I love quinoa. But I’m really not a fan of it by itself. Are you? My preference is to enjoy it when it’s “mixed” into something like a pesto quinoa salad or as a pilaf with garlic mushrooms. Mmmmm. I’ve been making this version of a Thai quinoa salad for years now but never really took the time to standardize the recipe. With some encouragement from friends and family, I finally did it.
Here are my pre-requisites for a quinoa salad:
I want it to be hearty enough to be a meal, so I need a solid source of protein. Enter the edamame bean! A ½ cup serving of edamame beans is about 12 grams of protein.
I want color. I eat with my eyes so against the quinoa I wanted to see some yellow, red, purple and green. A colorful meal also means I’m feeding my body variety of nutrients.
I want a good-for-you dressing. I’m not fearful of fat and my mantra has always been: it’s not the quantity of fat you eat, it’s the quality.
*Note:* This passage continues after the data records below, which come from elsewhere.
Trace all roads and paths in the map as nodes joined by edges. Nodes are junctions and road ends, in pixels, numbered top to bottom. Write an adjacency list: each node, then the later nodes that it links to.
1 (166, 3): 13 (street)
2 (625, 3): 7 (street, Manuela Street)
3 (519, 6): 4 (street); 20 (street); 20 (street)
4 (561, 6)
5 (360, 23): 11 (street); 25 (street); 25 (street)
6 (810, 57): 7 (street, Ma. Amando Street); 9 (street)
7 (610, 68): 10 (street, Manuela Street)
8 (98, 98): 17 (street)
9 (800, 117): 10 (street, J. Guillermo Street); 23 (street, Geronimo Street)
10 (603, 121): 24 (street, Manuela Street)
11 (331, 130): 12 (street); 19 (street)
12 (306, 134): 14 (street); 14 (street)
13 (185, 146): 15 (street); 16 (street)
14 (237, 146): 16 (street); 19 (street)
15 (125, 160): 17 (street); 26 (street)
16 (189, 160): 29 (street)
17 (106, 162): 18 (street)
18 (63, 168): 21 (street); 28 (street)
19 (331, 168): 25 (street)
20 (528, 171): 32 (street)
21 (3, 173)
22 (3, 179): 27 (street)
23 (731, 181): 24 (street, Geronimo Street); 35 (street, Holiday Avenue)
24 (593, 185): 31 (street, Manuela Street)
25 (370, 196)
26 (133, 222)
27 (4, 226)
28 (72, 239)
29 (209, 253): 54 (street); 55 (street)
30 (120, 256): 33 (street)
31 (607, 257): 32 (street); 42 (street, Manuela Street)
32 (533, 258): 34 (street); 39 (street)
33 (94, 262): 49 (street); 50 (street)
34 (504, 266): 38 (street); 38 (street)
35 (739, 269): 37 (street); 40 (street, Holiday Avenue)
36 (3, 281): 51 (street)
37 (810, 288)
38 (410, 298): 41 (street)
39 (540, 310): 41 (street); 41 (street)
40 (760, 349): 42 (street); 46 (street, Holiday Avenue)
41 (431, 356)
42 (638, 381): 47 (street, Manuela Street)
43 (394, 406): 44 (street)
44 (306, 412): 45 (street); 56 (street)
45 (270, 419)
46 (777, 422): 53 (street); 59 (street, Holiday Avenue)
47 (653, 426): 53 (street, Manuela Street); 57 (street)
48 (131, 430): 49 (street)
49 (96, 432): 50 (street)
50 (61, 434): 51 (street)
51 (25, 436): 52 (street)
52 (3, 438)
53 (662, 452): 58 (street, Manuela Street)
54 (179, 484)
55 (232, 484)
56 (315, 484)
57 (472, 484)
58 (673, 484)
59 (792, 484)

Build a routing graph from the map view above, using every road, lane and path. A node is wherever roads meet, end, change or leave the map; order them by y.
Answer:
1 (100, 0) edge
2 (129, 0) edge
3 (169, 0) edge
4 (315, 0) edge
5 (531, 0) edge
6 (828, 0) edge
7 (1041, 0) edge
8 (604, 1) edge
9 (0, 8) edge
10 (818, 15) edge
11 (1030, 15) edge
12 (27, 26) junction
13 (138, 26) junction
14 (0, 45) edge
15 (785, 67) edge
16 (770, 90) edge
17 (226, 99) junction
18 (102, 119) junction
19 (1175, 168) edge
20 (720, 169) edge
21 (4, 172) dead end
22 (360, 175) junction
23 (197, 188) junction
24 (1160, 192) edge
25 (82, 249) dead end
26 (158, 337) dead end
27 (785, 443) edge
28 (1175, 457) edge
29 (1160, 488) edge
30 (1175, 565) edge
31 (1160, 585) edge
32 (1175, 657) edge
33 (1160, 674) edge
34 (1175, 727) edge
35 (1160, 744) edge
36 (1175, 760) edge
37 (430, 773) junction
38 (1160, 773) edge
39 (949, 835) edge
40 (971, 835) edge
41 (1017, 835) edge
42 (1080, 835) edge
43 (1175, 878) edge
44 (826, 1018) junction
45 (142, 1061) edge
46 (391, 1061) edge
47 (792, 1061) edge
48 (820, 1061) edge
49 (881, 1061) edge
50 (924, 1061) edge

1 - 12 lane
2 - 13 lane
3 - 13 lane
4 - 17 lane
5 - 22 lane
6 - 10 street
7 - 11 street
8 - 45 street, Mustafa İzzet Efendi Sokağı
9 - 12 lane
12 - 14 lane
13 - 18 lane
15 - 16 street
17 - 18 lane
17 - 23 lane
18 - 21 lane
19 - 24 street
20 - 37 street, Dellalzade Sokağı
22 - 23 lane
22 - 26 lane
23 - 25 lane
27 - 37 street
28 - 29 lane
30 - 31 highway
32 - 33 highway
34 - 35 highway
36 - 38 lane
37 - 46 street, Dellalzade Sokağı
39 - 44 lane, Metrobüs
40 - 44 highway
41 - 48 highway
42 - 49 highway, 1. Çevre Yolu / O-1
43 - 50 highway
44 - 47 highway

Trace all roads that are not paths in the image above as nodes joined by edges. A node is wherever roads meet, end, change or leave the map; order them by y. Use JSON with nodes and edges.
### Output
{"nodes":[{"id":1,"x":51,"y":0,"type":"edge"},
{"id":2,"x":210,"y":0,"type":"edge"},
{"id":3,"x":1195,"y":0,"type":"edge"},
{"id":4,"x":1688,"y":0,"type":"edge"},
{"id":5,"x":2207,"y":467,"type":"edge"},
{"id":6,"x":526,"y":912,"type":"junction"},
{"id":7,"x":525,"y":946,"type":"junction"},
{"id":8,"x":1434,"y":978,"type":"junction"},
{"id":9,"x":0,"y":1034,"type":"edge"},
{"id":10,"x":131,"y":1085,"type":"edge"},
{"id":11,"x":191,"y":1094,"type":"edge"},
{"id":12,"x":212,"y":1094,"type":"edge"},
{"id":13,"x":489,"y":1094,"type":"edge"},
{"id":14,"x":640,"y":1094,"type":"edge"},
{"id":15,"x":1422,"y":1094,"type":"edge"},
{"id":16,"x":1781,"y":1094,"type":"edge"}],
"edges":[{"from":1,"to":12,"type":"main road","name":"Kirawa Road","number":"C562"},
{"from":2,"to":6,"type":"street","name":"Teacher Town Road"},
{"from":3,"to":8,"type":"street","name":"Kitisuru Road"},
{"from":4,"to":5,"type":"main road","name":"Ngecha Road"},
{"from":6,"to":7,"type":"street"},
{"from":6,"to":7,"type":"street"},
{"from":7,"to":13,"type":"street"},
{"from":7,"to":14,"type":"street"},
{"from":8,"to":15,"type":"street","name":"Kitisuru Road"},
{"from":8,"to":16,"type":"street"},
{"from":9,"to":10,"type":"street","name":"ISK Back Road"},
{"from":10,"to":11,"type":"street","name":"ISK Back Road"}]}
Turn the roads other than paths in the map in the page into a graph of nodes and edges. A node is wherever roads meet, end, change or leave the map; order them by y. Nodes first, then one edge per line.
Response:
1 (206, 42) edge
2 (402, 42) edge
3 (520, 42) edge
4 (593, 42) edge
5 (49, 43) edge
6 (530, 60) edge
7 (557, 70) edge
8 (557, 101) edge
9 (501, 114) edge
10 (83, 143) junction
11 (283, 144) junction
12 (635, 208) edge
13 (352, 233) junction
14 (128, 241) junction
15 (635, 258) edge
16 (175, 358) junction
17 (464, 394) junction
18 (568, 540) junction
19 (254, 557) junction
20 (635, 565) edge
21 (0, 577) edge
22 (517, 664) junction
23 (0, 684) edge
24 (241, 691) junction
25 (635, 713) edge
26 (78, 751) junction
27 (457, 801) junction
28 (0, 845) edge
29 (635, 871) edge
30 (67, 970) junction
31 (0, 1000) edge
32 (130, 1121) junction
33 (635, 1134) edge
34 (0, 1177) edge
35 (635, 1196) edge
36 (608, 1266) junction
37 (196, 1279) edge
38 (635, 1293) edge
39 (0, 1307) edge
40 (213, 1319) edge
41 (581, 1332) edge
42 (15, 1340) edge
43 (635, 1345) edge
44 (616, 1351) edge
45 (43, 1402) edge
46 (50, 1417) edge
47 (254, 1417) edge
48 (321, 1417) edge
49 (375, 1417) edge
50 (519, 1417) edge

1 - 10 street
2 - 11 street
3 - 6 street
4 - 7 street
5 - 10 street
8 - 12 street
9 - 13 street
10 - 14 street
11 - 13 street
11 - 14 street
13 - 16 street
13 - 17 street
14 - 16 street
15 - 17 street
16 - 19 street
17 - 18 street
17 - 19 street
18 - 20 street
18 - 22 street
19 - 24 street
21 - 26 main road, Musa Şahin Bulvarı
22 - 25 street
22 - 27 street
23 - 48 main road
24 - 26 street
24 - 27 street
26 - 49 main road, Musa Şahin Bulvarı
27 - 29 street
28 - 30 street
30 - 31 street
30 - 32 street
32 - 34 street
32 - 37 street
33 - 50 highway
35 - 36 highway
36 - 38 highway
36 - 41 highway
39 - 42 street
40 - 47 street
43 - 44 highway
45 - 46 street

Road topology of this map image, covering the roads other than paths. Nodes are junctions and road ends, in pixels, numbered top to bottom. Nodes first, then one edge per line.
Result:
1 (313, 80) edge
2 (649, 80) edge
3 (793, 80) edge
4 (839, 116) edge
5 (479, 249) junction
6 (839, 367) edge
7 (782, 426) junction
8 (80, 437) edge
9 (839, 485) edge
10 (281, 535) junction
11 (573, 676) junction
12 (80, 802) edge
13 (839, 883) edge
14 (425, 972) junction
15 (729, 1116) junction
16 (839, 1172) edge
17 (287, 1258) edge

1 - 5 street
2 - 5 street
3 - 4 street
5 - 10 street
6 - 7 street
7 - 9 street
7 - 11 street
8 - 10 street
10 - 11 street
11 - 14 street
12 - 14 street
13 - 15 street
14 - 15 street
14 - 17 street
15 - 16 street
The dressing for this recipe is largely based on peanut butter. Go for a natural PB that isn’t loaded with added fats, sugar or salt. The dressing also has lovely hints of ginger which is great for digestion and amping up the flavor of this salad.
I want it to still be good the next day. C’mon, we all know many salads don’t hold up more than 24 hours. Not this recipe! I prefer to keep the dressing on the side and pour on more as I need it. The quinoa salad itself stays perfectly fine for 3 – 4 days when kept refrigerated in an air-tight container.
This recipe is a hit, no matter where I go. My vegan and vegetarian friends and mama’s all LOVE it. It’s perfect for weekday lunches, as a side or for sharing at a potluck.
Okay, okay, recipe below!
- 1 cup uncooked quinoa
- 2 cups shredded red cabbage (we like to chop it pretty small)
- 1 red, orange or yellow bell pepper, diced
- 1 cup shredded carrots
- 2 cups edamame beans *steam/cook ahead of time
- ½ cup chopped cilantro
- ½ cup cashews
- 3 green onions, chopped
- For the dressing:
- ⅓ cup natural peanut butter
- 1 tbsp freshly grated ginger
- 3 tablespoons soy sauce
- 1 tablespoon honey (use agave if vegan)
- 3 tablespoons red wine vinegar
- 2 teaspoons sesame oil
- 2 tsp sesame seeds *optional
- juice of one lime
- Prepare quinoa: ensure you've thoroughly rinsed and strained it. Place quinoa in a small pot with 2 cups of water. Bring to a boil and reduce heat to low, cover and simmer until tender and the liquid has been absorbed. About 15 - 20 minutes. Fluff with a fork. Set aside and cool.
- To the quinoa add in cabbage, bell pepper, carrots and edamame beans. Fold this into the the quinoa.
- Prepare the dressing by mixing together all eight ingredients. I often use a handheld blender to do this job but you could totally use your muscles and a strong fork.
- Garnish with cashews, cilantro and green onion. Serve chilled (or eat it up right away).